问题
I am desperately trying to process something like 200 screenshots in a single shot, my first attempt was to follow the guidelines with a simple script invoked 200 times,
phantom.create()
.then(function(instance) {
console.log("1 - instance")
phInstance = instance;
return instance.createPage();
})
.then(function(page) {
console.log("2 - page")
sitepage = page;
return page.open(url);
})
.then(function(status) {
console.log("3 - render")
sitepage.property('clipRect', {top: 0, left: 0, width:3000,height:890}).then(function() {
sitepage.render(fname).then(function(finished) {
console.log("\t\t\t---> finished");
sitepage.close();
phInstance.exit();
callback({msg: 'ok'})
phantom.exit();
return;
});
});
})
this approach kinda works, but it's really overwhelming for the cpu, the problem is related to the fact that this way of doings things leads to 200 phantom processes that quickly eats up all the memory.

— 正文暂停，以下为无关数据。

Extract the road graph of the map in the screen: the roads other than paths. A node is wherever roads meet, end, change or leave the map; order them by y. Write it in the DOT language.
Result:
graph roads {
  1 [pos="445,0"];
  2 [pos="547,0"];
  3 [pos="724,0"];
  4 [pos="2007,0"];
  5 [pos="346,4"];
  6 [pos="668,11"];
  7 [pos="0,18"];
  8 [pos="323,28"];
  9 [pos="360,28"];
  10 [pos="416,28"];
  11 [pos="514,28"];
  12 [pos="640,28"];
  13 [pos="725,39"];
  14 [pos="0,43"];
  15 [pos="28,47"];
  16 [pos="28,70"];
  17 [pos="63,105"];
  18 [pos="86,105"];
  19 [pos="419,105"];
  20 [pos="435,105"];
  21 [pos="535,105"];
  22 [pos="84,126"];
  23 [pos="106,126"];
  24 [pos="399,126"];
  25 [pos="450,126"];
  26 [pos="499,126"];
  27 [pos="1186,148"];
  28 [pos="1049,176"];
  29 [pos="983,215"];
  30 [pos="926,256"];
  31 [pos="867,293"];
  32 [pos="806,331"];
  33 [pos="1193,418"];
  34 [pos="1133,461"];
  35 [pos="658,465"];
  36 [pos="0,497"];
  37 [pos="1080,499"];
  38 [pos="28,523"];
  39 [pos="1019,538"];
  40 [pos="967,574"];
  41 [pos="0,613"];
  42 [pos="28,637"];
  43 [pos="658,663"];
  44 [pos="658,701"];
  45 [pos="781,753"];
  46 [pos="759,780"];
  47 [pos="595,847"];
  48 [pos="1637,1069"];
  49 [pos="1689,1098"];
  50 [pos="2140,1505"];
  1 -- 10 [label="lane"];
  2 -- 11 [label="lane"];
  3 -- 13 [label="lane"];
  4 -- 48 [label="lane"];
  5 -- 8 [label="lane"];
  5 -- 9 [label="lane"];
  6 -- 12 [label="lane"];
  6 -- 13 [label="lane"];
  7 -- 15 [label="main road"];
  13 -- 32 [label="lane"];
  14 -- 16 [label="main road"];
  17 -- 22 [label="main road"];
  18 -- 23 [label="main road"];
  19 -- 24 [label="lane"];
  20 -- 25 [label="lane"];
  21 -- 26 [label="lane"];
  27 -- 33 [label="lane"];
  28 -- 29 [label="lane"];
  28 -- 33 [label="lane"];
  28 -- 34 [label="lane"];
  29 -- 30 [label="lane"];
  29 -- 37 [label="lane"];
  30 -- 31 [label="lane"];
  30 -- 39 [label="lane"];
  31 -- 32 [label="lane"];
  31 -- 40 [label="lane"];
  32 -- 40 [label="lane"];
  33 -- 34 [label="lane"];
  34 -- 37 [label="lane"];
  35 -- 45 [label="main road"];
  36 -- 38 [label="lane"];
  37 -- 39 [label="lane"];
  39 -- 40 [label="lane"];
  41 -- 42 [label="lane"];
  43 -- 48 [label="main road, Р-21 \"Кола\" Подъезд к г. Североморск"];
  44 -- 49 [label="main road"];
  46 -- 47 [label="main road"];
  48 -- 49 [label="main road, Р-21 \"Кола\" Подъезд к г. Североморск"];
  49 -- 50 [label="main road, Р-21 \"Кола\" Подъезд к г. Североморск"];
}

A more profitable way of doing so, would be to create a single phantom instance and then drive it to open one page at the time and render it, something that could be done with a phantom script, like so:
var content, counter, f, fs, grab_screen, img, lines, next_screen, page, system, url;
page = require('webpage').create();
system = require('system');
fs = require('fs');
content = '';
lines = [];
url = '';
img = '';
counter = 0;
page.viewportSize = {
width: 1200,
height: 800
};
page.settings.userAgent = 'Mozilla/5.0 (X11; Linux x86_64) AppleWebKit/537.36 (KHTML, like Gecko) Chrome/28.0.1500.71 Safari/537.36';
f = fs.open("sites.txt", "r");
content = f.read();
lines = content.split("\n");
grab_screen = function() {
var site;
site = lines[counter];
url = 'http://' + site + '/';
img = 'screens/' + site + '.png';
console.log("Grabbing screen for: " + url);
return page.open(url, function(status) {
return window.setTimeout(function() {
page.render(img);
counter++;
return next_screen();
}, 200);
});
};
next_screen = function() {
console.log("On to " + counter + " ...");
if (counter < lines.length) {
return grab_screen();
} else {
return phantom.exit();
}
};
next_screen();
so I was wondering how to achieve that with phantomjs-node.
回答1:
I finally solved my problem with two things:
- realizing that node.js is NOT multithreading.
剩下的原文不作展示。